Stored data entries
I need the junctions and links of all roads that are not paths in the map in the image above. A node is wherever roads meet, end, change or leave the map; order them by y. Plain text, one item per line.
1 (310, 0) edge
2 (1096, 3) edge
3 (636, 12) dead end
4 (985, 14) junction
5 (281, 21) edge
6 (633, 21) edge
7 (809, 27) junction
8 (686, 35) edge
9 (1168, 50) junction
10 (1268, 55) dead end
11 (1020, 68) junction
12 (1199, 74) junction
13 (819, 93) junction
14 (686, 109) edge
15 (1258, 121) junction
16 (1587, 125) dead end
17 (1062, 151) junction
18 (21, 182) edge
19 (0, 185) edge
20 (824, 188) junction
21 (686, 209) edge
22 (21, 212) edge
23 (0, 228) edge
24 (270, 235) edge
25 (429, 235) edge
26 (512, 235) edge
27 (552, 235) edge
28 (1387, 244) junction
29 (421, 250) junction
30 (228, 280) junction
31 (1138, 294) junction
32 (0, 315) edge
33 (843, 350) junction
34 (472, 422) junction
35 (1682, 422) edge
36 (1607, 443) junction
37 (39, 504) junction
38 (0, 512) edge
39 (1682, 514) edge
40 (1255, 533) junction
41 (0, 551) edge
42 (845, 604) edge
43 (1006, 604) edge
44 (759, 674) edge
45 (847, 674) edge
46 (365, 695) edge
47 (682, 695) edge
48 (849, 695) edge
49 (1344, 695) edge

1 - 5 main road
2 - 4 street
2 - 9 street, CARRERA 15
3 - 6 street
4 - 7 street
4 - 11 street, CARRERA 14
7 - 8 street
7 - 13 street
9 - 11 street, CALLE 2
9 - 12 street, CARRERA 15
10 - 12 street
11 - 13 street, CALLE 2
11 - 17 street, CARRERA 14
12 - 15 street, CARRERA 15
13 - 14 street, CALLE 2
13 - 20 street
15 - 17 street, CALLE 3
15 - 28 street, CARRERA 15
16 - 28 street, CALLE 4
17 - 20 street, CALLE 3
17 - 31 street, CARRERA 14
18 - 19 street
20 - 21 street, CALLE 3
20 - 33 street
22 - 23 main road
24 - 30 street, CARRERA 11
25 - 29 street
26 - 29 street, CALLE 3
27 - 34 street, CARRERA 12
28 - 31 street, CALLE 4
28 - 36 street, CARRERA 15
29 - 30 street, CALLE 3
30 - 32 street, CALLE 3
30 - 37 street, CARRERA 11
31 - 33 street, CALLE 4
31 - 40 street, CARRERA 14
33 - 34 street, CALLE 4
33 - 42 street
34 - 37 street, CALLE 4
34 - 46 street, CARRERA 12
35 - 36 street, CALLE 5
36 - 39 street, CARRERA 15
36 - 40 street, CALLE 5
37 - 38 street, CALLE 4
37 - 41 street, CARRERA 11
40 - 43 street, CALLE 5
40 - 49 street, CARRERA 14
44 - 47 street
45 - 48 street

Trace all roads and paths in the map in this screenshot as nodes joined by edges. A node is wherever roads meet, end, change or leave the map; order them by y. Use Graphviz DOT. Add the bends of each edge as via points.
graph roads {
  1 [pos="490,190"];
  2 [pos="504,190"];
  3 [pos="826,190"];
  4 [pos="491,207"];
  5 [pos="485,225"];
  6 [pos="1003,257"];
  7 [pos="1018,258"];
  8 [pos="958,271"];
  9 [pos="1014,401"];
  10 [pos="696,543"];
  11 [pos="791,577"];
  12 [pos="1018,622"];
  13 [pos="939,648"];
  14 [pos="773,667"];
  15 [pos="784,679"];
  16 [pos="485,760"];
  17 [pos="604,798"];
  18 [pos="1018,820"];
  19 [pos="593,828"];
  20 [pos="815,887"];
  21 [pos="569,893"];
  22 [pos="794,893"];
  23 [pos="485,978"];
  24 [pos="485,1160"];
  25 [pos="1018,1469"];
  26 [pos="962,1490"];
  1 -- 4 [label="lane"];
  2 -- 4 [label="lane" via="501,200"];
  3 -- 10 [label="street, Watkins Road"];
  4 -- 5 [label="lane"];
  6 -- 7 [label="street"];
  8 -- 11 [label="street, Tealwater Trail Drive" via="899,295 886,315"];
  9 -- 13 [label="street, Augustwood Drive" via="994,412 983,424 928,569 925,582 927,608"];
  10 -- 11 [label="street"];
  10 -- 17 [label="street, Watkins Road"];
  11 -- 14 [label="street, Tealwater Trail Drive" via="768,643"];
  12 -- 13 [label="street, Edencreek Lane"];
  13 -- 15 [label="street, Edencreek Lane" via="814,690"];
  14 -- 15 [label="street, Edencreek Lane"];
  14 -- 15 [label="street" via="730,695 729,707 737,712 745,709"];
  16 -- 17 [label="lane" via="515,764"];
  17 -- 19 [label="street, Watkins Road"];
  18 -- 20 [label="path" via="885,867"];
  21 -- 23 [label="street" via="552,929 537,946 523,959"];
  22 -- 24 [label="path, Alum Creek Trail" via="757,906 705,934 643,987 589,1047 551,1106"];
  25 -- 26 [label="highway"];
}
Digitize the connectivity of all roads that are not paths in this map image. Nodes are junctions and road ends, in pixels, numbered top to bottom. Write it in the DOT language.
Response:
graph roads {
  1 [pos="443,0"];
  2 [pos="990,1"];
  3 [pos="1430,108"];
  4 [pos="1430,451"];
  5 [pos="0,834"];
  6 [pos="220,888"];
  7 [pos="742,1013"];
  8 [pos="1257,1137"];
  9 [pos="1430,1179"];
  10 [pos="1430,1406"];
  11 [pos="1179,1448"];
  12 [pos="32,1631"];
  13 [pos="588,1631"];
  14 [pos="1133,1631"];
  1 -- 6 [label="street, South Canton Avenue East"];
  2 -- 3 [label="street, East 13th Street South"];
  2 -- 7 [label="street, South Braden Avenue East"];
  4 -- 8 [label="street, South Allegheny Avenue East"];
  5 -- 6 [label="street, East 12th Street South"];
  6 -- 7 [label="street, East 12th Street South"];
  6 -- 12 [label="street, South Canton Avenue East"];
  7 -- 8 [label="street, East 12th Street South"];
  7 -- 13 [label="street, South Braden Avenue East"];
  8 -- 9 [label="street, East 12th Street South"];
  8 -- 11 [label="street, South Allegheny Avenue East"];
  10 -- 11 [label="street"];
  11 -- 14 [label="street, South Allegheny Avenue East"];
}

• _Requirement_
The data above should be copied out with complete accuracy.

• _Task output_
I need the junctions and links of all roads that are not paths in the map in the image above. A node is wherever roads meet, end, change or leave the map; order them by y. Plain text, one item per line.
1 (310, 0) edge
2 (1096, 3) edge
3 (636, 12) dead end
4 (985, 14) junction
5 (281, 21) edge
6 (633, 21) edge
7 (809, 27) junction
8 (686, 35) edge
9 (1168, 50) junction
10 (1268, 55) dead end
11 (1020, 68) junction
12 (1199, 74) junction
13 (819, 93) junction
14 (686, 109) edge
15 (1258, 121) junction
16 (1587, 125) dead end
17 (1062, 151) junction
18 (21, 182) edge
19 (0, 185) edge
20 (824, 188) junction
21 (686, 209) edge
22 (21, 212) edge
23 (0, 228) edge
24 (270, 235) edge
25 (429, 235) edge
26 (512, 235) edge
27 (552, 235) edge
28 (1387, 244) junction
29 (421, 250) junction
30 (228, 280) junction
31 (1138, 294) junction
32 (0, 315) edge
33 (843, 350) junction
34 (472, 422) junction
35 (1682, 422) edge
36 (1607, 443) junction
37 (39, 504) junction
38 (0, 512) edge
39 (1682, 514) edge
40 (1255, 533) junction
41 (0, 551) edge
42 (845, 604) edge
43 (1006, 604) edge
44 (759, 674) edge
45 (847, 674) edge
46 (365, 695) edge
47 (682, 695) edge
48 (849, 695) edge
49 (1344, 695) edge

1 - 5 main road
2 - 4 street
2 - 9 street, CARRERA 15
3 - 6 street
4 - 7 street
4 - 11 street, CARRERA 14
7 - 8 street
7 - 13 street
9 - 11 street, CALLE 2
9 - 12 street, CARRERA 15
10 - 12 street
11 - 13 street, CALLE 2
11 - 17 street, CARRERA 14
12 - 15 street, CARRERA 15
13 - 14 street, CALLE 2
13 - 20 street
15 - 17 street, CALLE 3
15 - 28 street, CARRERA 15
16 - 28 street, CALLE 4
17 - 20 street, CALLE 3
17 - 31 street, CARRERA 14
18 - 19 street
20 - 21 street, CALLE 3
20 - 33 street
22 - 23 main road
24 - 30 street, CARRERA 11
25 - 29 street
26 - 29 street, CALLE 3
27 - 34 street, CARRERA 12
28 - 31 street, CALLE 4
28 - 36 street, CARRERA 15
29 - 30 street, CALLE 3
30 - 32 street, CALLE 3
30 - 37 street, CARRERA 11
31 - 33 street, CALLE 4
31 - 40 street, CARRERA 14
33 - 34 street, CALLE 4
33 - 42 street
34 - 37 street, CALLE 4
34 - 46 street, CARRERA 12
35 - 36 street, CALLE 5
36 - 39 street, CARRERA 15
36 - 40 street, CALLE 5
37 - 38 street, CALLE 4
37 - 41 street, CARRERA 11
40 - 43 street, CALLE 5
40 - 49 street, CARRERA 14
44 - 47 street
45 - 48 street

Trace all roads and paths in the map in this screenshot as nodes joined by edges. A node is wherever roads meet, end, change or leave the map; order them by y. Use Graphviz DOT. Add the bends of each edge as via points.
graph roads {
  1 [pos="490,190"];
  2 [pos="504,190"];
  3 [pos="826,190"];
  4 [pos="491,207"];
  5 [pos="485,225"];
  6 [pos="1003,257"];
  7 [pos="1018,258"];
  8 [pos="958,271"];
  9 [pos="1014,401"];
  10 [pos="696,543"];
  11 [pos="791,577"];
  12 [pos="1018,622"];
  13 [pos="939,648"];
  14 [pos="773,667"];
  15 [pos="784,679"];
  16 [pos="485,760"];
  17 [pos="604,798"];
  18 [pos="1018,820"];
  19 [pos="593,828"];
  20 [pos="815,887"];
  21 [pos="569,893"];
  22 [pos="794,893"];
  23 [pos="485,978"];
  24 [pos="485,1160"];
  25 [pos="1018,1469"];
  26 [pos="962,1490"];
  1 -- 4 [label="lane"];
  2 -- 4 [label="lane" via="501,200"];
  3 -- 10 [label="street, Watkins Road"];
  4 -- 5 [label="lane"];
  6 -- 7 [label="street"];
  8 -- 11 [label="street, Tealwater Trail Drive" via="899,295 886,315"];
  9 -- 13 [label="street, Augustwood Drive" via="994,412 983,424 928,569 925,582 927,608"];
  10 -- 11 [label="street"];
  10 -- 17 [label="street, Watkins Road"];
  11 -- 14 [label="street, Tealwater Trail Drive" via="768,643"];
  12 -- 13 [label="street, Edencreek Lane"];
  13 -- 15 [label="street, Edencreek Lane" via="814,690"];
  14 -- 15 [label="street, Edencreek Lane"];
  14 -- 15 [label="street" via="730,695 729,707 737,712 745,709"];
  16 -- 17 [label="lane" via="515,764"];
  17 -- 19 [label="street, Watkins Road"];
  18 -- 20 [label="path" via="885,867"];
  21 -- 23 [label="street" via="552,929 537,946 523,959"];
  22 -- 24 [label="path, Alum Creek Trail" via="757,906 705,934 643,987 589,1047 551,1106"];
  25 -- 26 [label="highway"];
}
Digitize the connectivity of all roads that are not paths in this map image. Nodes are junctions and road ends, in pixels, numbered top to bottom. Write it in the DOT language.
Response:
graph roads {
  1 [pos="443,0"];
  2 [pos="990,1"];
  3 [pos="1430,108"];
  4 [pos="1430,451"];
  5 [pos="0,834"];
  6 [pos="220,888"];
  7 [pos="742,1013"];
  8 [pos="1257,1137"];
  9 [pos="1430,1179"];
  10 [pos="1430,1406"];
  11 [pos="1179,1448"];
  12 [pos="32,1631"];
  13 [pos="588,1631"];
  14 [pos="1133,1631"];
  1 -- 6 [label="street, South Canton Avenue East"];
  2 -- 3 [label="street, East 13th Street South"];
  2 -- 7 [label="street, South Braden Avenue East"];
  4 -- 8 [label="street, South Allegheny Avenue East"];
  5 -- 6 [label="street, East 12th Street South"];
  6 -- 7 [label="street, East 12th Street South"];
  6 -- 12 [label="street, South Canton Avenue East"];
  7 -- 8 [label="street, East 12th Street South"];
  7 -- 13 [label="street, South Braden Avenue East"];
  8 -- 9 [label="street, East 12th Street South"];
  8 -- 11 [label="street, South Allegheny Avenue East"];
  10 -- 11 [label="street"];
  11 -- 14 [label="street, South Allegheny Avenue East"];
}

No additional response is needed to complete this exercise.